大学のベンチャー株保有解禁 政府、未来投資会議で方針

 
未来投資会議で挨拶する安倍晋三首相(右から2人目)=24日、首相官邸

 政府は24日開いた未来投資会議で、2017年度から大学が大学発ベンチャー企業の株式を一定期間保有できるようにする制度改革方針を示した。ベンチャーのイノベーション(技術革新)に大学の知見を生かし、収益を大学に還元する仕組みを作る。また地域経済振興の拠点となるスポーツ施設を25年までに全国20カ所で整備する方針なども提示。日本経済の成長軌道を確実にするため、あらゆる政策を総動員する。

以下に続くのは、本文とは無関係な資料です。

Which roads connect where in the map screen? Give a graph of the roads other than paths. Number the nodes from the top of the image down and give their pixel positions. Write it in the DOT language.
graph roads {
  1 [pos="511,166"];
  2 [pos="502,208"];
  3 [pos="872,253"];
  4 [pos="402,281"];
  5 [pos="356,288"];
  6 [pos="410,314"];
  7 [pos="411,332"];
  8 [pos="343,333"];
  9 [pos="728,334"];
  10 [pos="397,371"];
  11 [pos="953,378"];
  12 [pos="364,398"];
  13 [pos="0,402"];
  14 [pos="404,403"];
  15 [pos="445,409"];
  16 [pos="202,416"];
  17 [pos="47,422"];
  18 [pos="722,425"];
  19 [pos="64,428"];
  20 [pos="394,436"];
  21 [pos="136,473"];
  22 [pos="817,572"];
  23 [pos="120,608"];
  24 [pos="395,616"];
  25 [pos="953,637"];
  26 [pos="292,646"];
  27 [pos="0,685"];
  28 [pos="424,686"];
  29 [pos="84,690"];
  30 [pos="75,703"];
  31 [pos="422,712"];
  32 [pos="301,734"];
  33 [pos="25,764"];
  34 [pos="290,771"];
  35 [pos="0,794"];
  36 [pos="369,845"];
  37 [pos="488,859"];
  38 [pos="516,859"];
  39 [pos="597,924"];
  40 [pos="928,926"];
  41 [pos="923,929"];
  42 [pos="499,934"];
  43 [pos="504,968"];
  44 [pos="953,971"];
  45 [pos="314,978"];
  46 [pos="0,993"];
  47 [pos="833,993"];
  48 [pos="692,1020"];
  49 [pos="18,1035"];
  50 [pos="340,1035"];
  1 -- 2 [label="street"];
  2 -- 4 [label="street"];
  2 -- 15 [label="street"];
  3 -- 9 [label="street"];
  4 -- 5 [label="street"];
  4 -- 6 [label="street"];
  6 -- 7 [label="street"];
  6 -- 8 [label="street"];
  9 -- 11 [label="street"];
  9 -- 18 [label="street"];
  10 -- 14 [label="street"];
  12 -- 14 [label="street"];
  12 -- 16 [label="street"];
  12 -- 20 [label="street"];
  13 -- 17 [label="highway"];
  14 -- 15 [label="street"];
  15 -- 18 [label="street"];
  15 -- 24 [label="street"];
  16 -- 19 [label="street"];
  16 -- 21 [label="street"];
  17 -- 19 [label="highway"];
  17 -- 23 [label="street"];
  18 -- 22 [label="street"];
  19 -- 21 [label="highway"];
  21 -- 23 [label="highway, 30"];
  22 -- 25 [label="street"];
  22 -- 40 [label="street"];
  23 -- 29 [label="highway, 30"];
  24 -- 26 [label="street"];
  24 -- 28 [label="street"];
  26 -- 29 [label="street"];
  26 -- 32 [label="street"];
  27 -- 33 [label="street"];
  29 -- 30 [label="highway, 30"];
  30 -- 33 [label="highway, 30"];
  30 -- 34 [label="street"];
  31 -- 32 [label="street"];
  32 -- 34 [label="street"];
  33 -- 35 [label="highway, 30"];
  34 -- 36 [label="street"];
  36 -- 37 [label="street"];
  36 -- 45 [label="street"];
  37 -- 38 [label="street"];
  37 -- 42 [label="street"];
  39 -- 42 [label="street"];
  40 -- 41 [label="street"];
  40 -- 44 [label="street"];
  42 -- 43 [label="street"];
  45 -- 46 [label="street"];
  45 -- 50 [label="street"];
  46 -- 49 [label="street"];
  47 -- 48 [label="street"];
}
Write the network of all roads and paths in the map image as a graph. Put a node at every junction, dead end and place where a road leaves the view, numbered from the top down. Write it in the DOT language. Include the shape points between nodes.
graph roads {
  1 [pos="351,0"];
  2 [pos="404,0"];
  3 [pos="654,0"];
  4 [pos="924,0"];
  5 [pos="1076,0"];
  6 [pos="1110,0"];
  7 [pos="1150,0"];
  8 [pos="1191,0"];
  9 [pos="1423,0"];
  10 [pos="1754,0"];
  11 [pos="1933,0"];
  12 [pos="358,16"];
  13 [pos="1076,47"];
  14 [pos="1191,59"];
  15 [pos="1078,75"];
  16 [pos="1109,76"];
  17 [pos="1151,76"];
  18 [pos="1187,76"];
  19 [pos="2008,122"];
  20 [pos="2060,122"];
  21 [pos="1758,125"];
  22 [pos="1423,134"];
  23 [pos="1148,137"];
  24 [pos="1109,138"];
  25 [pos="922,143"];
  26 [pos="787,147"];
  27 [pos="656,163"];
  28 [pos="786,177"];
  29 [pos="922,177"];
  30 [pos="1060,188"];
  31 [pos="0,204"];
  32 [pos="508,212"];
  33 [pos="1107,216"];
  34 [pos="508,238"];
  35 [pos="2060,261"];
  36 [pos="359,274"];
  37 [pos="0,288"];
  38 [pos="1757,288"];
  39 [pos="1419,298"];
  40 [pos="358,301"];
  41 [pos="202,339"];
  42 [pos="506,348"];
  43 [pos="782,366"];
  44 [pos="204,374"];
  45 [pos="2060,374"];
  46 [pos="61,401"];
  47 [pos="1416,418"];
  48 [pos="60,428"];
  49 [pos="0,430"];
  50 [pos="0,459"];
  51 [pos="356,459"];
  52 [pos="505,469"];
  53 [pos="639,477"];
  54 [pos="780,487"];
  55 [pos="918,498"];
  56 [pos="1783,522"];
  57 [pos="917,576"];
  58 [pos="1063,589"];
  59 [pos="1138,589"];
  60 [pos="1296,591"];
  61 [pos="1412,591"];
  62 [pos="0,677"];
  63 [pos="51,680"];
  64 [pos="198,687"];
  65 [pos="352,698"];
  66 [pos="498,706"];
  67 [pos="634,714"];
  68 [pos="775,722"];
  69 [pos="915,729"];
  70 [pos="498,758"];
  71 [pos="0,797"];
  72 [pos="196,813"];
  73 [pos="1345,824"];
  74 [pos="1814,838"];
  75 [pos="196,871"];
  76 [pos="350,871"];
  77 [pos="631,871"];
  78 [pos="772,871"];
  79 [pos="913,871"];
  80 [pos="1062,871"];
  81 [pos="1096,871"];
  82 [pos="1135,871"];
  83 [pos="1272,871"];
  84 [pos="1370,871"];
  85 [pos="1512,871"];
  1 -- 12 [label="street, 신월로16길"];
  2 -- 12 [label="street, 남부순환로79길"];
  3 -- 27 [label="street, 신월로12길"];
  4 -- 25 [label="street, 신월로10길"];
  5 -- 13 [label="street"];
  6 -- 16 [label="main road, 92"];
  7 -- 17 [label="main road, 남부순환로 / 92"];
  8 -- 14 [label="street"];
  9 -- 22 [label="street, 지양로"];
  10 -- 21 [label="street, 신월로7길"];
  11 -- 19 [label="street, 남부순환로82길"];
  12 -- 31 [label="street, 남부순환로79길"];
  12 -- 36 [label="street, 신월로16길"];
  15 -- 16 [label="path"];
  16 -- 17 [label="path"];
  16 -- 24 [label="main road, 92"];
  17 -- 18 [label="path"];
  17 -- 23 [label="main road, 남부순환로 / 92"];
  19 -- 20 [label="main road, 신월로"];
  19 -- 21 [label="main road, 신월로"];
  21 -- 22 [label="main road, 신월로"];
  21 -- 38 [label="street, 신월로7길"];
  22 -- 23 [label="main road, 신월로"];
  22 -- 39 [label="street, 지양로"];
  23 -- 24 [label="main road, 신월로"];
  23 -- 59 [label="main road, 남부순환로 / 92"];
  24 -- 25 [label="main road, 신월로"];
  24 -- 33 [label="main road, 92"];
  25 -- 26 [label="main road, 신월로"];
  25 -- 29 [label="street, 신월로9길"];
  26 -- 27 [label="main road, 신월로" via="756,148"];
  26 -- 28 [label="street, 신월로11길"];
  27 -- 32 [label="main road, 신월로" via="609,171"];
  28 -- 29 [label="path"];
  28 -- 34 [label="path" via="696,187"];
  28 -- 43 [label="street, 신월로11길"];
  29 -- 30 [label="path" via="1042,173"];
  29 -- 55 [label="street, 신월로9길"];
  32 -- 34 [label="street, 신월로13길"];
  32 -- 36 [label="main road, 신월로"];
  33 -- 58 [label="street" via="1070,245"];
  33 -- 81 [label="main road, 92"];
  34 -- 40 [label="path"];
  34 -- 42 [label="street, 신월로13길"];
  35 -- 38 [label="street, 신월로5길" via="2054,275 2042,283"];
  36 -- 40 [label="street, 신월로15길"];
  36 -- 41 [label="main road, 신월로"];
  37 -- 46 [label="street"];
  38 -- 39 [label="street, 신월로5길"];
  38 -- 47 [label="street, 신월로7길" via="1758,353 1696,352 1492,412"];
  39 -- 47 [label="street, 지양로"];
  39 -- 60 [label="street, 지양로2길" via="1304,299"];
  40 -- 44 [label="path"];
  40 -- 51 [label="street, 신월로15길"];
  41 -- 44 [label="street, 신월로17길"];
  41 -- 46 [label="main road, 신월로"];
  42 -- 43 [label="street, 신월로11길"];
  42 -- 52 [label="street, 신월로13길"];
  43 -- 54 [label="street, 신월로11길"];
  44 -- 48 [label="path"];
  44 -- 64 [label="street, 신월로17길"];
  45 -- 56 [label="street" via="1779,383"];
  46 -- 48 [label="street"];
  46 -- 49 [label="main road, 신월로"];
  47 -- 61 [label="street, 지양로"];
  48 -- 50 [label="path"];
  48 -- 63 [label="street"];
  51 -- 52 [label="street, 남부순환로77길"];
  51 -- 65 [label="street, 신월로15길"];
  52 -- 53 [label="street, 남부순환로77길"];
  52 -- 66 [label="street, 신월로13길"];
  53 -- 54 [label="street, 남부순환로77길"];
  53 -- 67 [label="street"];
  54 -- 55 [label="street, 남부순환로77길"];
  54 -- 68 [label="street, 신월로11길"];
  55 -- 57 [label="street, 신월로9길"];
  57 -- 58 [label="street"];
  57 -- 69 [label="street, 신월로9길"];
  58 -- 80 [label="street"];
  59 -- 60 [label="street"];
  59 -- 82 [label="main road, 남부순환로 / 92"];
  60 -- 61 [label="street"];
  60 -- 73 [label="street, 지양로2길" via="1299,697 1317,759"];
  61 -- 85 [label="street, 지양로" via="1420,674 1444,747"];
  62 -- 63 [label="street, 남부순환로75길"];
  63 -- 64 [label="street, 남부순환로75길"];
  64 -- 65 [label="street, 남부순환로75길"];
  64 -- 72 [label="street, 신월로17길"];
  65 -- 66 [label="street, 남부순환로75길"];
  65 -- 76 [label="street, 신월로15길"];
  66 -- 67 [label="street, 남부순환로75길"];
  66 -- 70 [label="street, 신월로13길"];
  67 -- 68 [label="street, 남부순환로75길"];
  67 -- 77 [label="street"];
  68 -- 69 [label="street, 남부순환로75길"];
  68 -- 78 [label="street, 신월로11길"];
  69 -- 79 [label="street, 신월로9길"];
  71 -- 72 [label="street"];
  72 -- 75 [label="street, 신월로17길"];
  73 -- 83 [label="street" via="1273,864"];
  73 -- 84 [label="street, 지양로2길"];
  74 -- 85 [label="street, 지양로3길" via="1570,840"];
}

 現行制度では大学は、保有する大学発ベンチャーの株式を公開直後に売却しなければならない。政府はこれを改め、大学が新株予約権を行使して取得したベンチャー株を保有できるようにする。

 大学は、還元されたベンチャーの収益を原資に、施設の強化や研究拡大を進めることができる。大学の経営感覚を高めることも期待でき、18年度からは、理化学研究所といった研究開発法人もベンチャーに出資できるようにする。

 政府が大学を重視するのは、人材や基礎科学技術、研究施設など、イノベーションを生む基盤がそろっているためだ。第4次産業革命の進展で国際競争の激化が予想されるなか、大学の「能力」を産業競争強化に最大限生かしたい考えだ。

 一方、政府は、スタジアム、アリーナなどスポーツ施設の収益性を高めて人を呼び込む拠点とし、地域経済の核とする取り組みを進める具体策を打ち出した。

 音楽イベントなども行えるよう施設を多機能化することや、ITを駆使したサービスで来場者の満足度を高めることを想定。まずは17年度までに全国10カ所の候補地を公募で選び、専門家を派遣して事業計画を具体化する。国として、資金支援や税制優遇も行う。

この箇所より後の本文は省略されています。